Для карпатских опырей характерна аномальность их сексуального поведения и даже гермафродитизм: «Jе таки оп?ри та чередильники. То така род?на люд?на, шо вона стаjе од?н мисяц жинка, а од?н чоловик. Вин ходэ по свиту, алэ не кожному покажец'а» (Головы, верхов, ив. — фр.; КА, 1990; зап. автора). «Опирі можуть бути двoja?i: родимі і роблені. Родимого опира легко пізнати, бо він має інакші полові органи, наслідком чого є безплідний і бездітний» (Гнатюк, 1991, 402). «[Опырь] — Я знаю ото, шо він не має нічо з жинкам?, він жинок не люб?т, ні дiвч, нікого, лишь тільки хлопців. Він тільки з хлопцами має діло, jему хлопец' yдаcцa, таj с хлопцамі…» (Головы, верхов, ив. — фр.; КА, 1990, зап. Е. Рязанской, С. Бушкевич и автора). «Бузэрант — jему жынка нэ трэба, чоловика трэба. Спэрэд вэлыкы с‘ата нэ мож с жынкоj спаты, бо то c'a уродыт нэчыста дэтына, с н'ого выходыт бузэрант таj чорт» (Пилипец, межгор. зак.; КА, 1991; зап. Е. Рязанской). «Бузирант — мисячнык — мисяц с жинкоў, мисяц сце людэj». «Мисячнык — вин маў одын мисяц чоловика, одын мисяц жону» (Пилипец, межгор. зак; КА, 1991, зап. Е. Рязанской).

Бесплодность, а значит, обездоленность подобных персонажей, по сути, является прямым результатом гипертрофированной сексуальности их родителей, приведшей к нарушению половых запретов. Лишенные собственной доли, собственной жизненной силы, они вынуждены воровать, отбирать ее у других: ведьмы и опырицы — отнимать молоко у коров, урожай на полях, опыри — «підтинити» людей, укорачивая им жизнь, делая их слабыми, безвольными, нежизнеспособными. Часто в быличках подчеркивается, что способность вредить проявляется независимо от их желания, от их воли, что она является частью их природы: «Чародijныкы, бо е такі чародijныкы, що корову чэрэдэдуjут, вiдбыpаjут ману.

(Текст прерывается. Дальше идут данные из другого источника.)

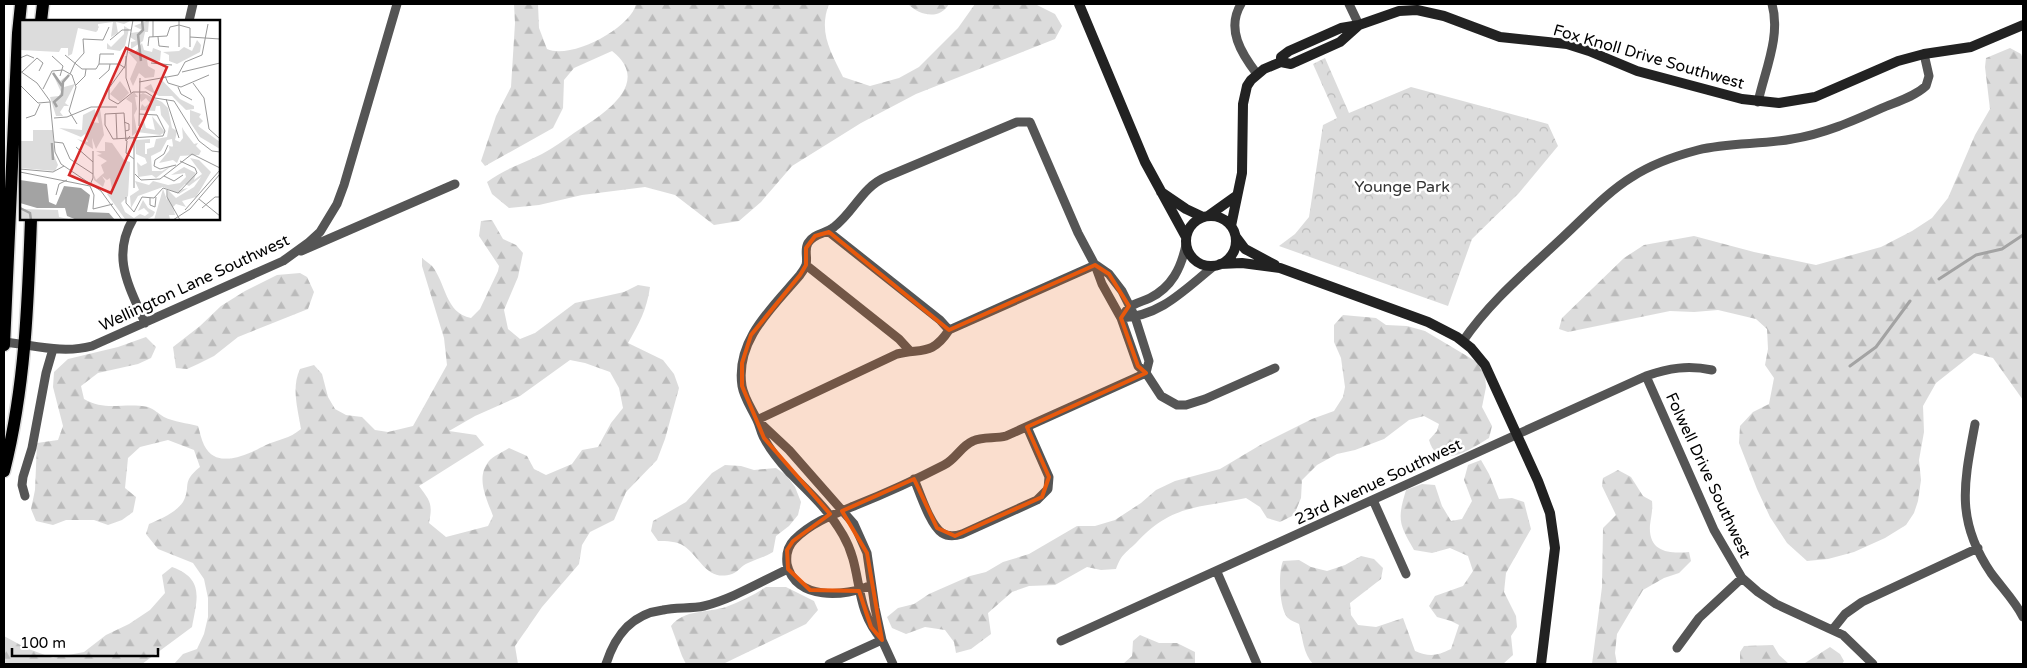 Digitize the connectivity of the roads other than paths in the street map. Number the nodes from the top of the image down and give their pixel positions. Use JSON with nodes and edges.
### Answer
{"nodes":[{"id":1,"x":17,"y":4,"type":"edge"},
{"id":2,"x":21,"y":4,"type":"edge"},
{"id":3,"x":43,"y":4,"type":"edge"},
{"id":4,"x":193,"y":4,"type":"edge"},
{"id":5,"x":397,"y":4,"type":"edge"},
{"id":6,"x":1079,"y":4,"type":"edge"},
{"id":7,"x":1241,"y":4,"type":"edge"},
{"id":8,"x":1349,"y":4,"type":"edge"},
{"id":9,"x":1772,"y":4,"type":"edge"},
{"id":10,"x":41,"y":20,"type":"edge"},
{"id":11,"x":189,"y":20,"type":"edge"},
{"id":12,"x":1359,"y":25,"type":"junction"},
{"id":13,"x":2023,"y":25,"type":"edge"},
{"id":14,"x":18,"y":32,"type":"junction"},
{"id":15,"x":1924,"y":54,"type":"junction"},
{"id":16,"x":1257,"y":74,"type":"junction"},
{"id":17,"x":1758,"y":102,"type":"junction"},
{"id":18,"x":455,"y":184,"type":"dead end"},
{"id":19,"x":1160,"y":192,"type":"junction"},
{"id":20,"x":1236,"y":196,"type":"junction"},
{"id":21,"x":1205,"y":216,"type":"junction"},
{"id":22,"x":31,"y":220,"type":"edge"},
{"id":23,"x":133,"y":220,"type":"edge"},
{"id":24,"x":1231,"y":226,"type":"junction"},
{"id":25,"x":829,"y":232,"type":"junction"},
{"id":26,"x":1236,"y":237,"type":"junction"},
{"id":27,"x":1186,"y":241,"type":"junction"},
{"id":28,"x":296,"y":253,"type":"junction"},
{"id":29,"x":806,"y":264,"type":"junction"},
{"id":30,"x":1096,"y":265,"type":"junction"},
{"id":31,"x":1217,"y":265,"type":"junction"},
{"id":32,"x":1280,"y":268,"type":"junction"},
{"id":33,"x":1130,"y":306,"type":"junction"},
{"id":34,"x":1135,"y":317,"type":"junction"},
{"id":35,"x":1120,"y":318,"type":"junction"},
{"id":36,"x":146,"y":323,"type":"junction"},
{"id":37,"x":949,"y":330,"type":"junction"},
{"id":38,"x":1464,"y":341,"type":"junction"},
{"id":39,"x":10,"y":343,"type":"edge"},
{"id":40,"x":53,"y":349,"type":"junction"},
{"id":41,"x":910,"y":351,"type":"junction"},
{"id":42,"x":1275,"y":368,"type":"dead end"},
{"id":43,"x":1712,"y":370,"type":"dead end"},
{"id":44,"x":1146,"y":373,"type":"junction"},
{"id":45,"x":1646,"y":376,"type":"junction"},
{"id":46,"x":757,"y":420,"type":"junction"},
{"id":47,"x":1975,"y":424,"type":"dead end"},
{"id":48,"x":1028,"y":426,"type":"junction"},
{"id":49,"x":1517,"y":434,"type":"junction"},
{"id":50,"x":4,"y":471,"type":"edge"},
{"id":51,"x":914,"y":479,"type":"junction"},
{"id":52,"x":25,"y":496,"type":"dead end"},
{"id":53,"x":1373,"y":500,"type":"junction"},
{"id":54,"x":842,"y":510,"type":"junction"},
{"id":55,"x":831,"y":515,"type":"junction"},
{"id":56,"x":1978,"y":548,"type":"junction"},
{"id":57,"x":788,"y":569,"type":"junction"},
{"id":58,"x":1217,"y":572,"type":"junction"},
{"id":59,"x":1406,"y":574,"type":"dead end"},
{"id":60,"x":1742,"y":578,"type":"junction"},
{"id":61,"x":872,"y":585,"type":"junction"},
{"id":62,"x":859,"y":590,"type":"junction"},
{"id":63,"x":2023,"y":618,"type":"edge"},
{"id":64,"x":1834,"y":629,"type":"junction"},
{"id":65,"x":882,"y":640,"type":"junction"},
{"id":66,"x":1061,"y":642,"type":"dead end"},
{"id":67,"x":1677,"y":648,"type":"dead end"},
{"id":68,"x":606,"y":664,"type":"edge"},
{"id":69,"x":829,"y":664,"type":"edge"},
{"id":70,"x":893,"y":664,"type":"edge"},
{"id":71,"x":1257,"y":664,"type":"edge"},
{"id":72,"x":1541,"y":664,"type":"edge"},
{"id":73,"x":1873,"y":664,"type":"edge"}],
"edges":[{"from":1,"to":14,"type":"main road"},
{"from":2,"to":14,"type":"main road"},
{"from":3,"to":10,"type":"main road"},
{"from":4,"to":11,"type":"street"},
{"from":5,"to":28,"type":"street","name":"Wellington Lane Southwest"},
{"from":6,"to":19,"type":"street"},
{"from":7,"to":16,"type":"street"},
{"from":8,"to":12,"type":"street"},
{"from":9,"to":17,"type":"street"},
{"from":12,"to":16,"type":"street","name":"Fox Knoll Drive Southwest"},
{"from":12,"to":17,"type":"street","name":"Fox Knoll Drive Southwest"},
{"from":13,"to":15,"type":"street"},
{"from":14,"to":39,"type":"main road"},
{"from":15,"to":17,"type":"street"},
{"from":15,"to":38,"type":"street"},
{"from":16,"to":20,"type":"street"},
{"from":18,"to":28,"type":"street"},
{"from":19,"to":21,"type":"street"},
{"from":19,"to":27,"type":"street"},
{"from":20,"to":21,"type":"street"},
{"from":20,"to":24,"type":"street"},
{"from":21,"to":24,"type":"street"},
{"from":21,"to":27,"type":"street"},
{"from":22,"to":39,"type":"main road"},
{"from":23,"to":36,"type":"street"},
{"from":24,"to":26,"type":"street"},
{"from":25,"to":29,"type":"street"},
{"from":25,"to":30,"type":"street"},
{"from":25,"to":37,"type":"street"},
{"from":26,"to":31,"type":"street"},
{"from":26,"to":32,"type":"street"},
{"from":27,"to":31,"type":"street"},
{"from":27,"to":33,"type":"street"},
{"from":28,"to":36,"type":"street","name":"Wellington Lane Southwest"},
{"from":29,"to":41,"type":"street"},
{"from":29,"to":46,"type":"street"},
{"from":30,"to":33,"type":"street"},
{"from":30,"to":35,"type":"street"},
{"from":30,"to":37,"type":"street"},
{"from":31,"to":32,"type":"street"},
{"from":31,"to":34,"type":"street"},
{"from":32,"to":38,"type":"street"},
{"from":33,"to":34,"type":"street"},
{"from":33,"to":35,"type":"street"},
{"from":34,"to":35,"type":"street"},
{"from":34,"to":44,"type":"street"},
{"from":35,"to":44,"type":"street"},
{"from":36,"to":40,"type":"street","name":"Wellington Lane Southwest"},
{"from":37,"to":41,"type":"street"},
{"from":38,"to":49,"type":"street"},
{"from":39,"to":40,"type":"street","name":"Wellington Lane Southwest"},
{"from":39,"to":50,"type":"main road"},
{"from":40,"to":52,"type":"street"},
{"from":41,"to":46,"type":"street"},
{"from":42,"to":44,"type":"street"},
{"from":43,"to":45,"type":"street","name":"23rd Avenue Southwest"},
{"from":44,"to":48,"type":"street"},
{"from":45,"to":49,"type":"street","name":"23rd Avenue Southwest"},
{"from":45,"to":60,"type":"street","name":"Folwell Drive Southwest"},
{"from":46,"to":54,"type":"street"},
{"from":46,"to":55,"type":"street"},
{"from":47,"to":56,"type":"street"},
{"from":48,"to":51,"type":"street"},
{"from":48,"to":51,"type":"street"},
{"from":49,"to":53,"type":"street","name":"23rd Avenue Southwest"},
{"from":49,"to":72,"type":"street"},
{"from":51,"to":54,"type":"street"},
{"from":53,"to":58,"type":"street","name":"23rd Avenue Southwest"},
{"from":53,"to":59,"type":"street"},
{"from":54,"to":55,"type":"street"},
{"from":54,"to":61,"type":"street"},
{"from":55,"to":57,"type":"street"},
{"from":55,"to":62,"type":"street"},
{"from":56,"to":63,"type":"street"},
{"from":56,"to":64,"type":"street"},
{"from":57,"to":62,"type":"street"},
{"from":57,"to":68,"type":"street"},
{"from":58,"to":66,"type":"street","name":"23rd Avenue Southwest"},
{"from":58,"to":71,"type":"street"},
{"from":60,"to":64,"type":"street","name":"Folwell Drive Southwest"},
{"from":60,"to":67,"type":"street"},
{"from":61,"to":62,"type":"street"},
{"from":61,"to":65,"type":"street"},
{"from":62,"to":65,"type":"street"},
{"from":64,"to":73,"type":"street","name":"Folwell Drive Southwest"},
{"from":65,"to":69,"type":"street"},
{"from":65,"to":70,"type":"street"}]}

Воны е родымі, воны такі, що колы б воны нэ пользовалісь оцэм, то воны бы пуклы [лопались. — Е. Л.], jiм нэма выходу іншого, мусят такы цэ робыти, воны родымі» (Головы, верхов, ив. — фр.; КА, 1990, зап. С. Бушкевич и автора).

Именно эти обделенные по вине своих родителей персонажи после смерти пополняют ряды заложных покойников и, стремясь получить то, чего недополучили при жизни, ищут случая отобрать чужую долю, чужую силу, подбираясь к человеку под видом любовника или являясь ему в своем настоящем, демоническом, виде.

Итак, круг замкнулся. Нарушение человеком сексуальных запретов ведет к рождению людей с демоническими свойствами, людей, обделенных собственной долей, вынужденных воровать ее у других и при жизни, и после смерти. Нарушение человеком норм ритуального поведения открывает к нему доступ со стороны таких персонажей и ведет его к верной гибели.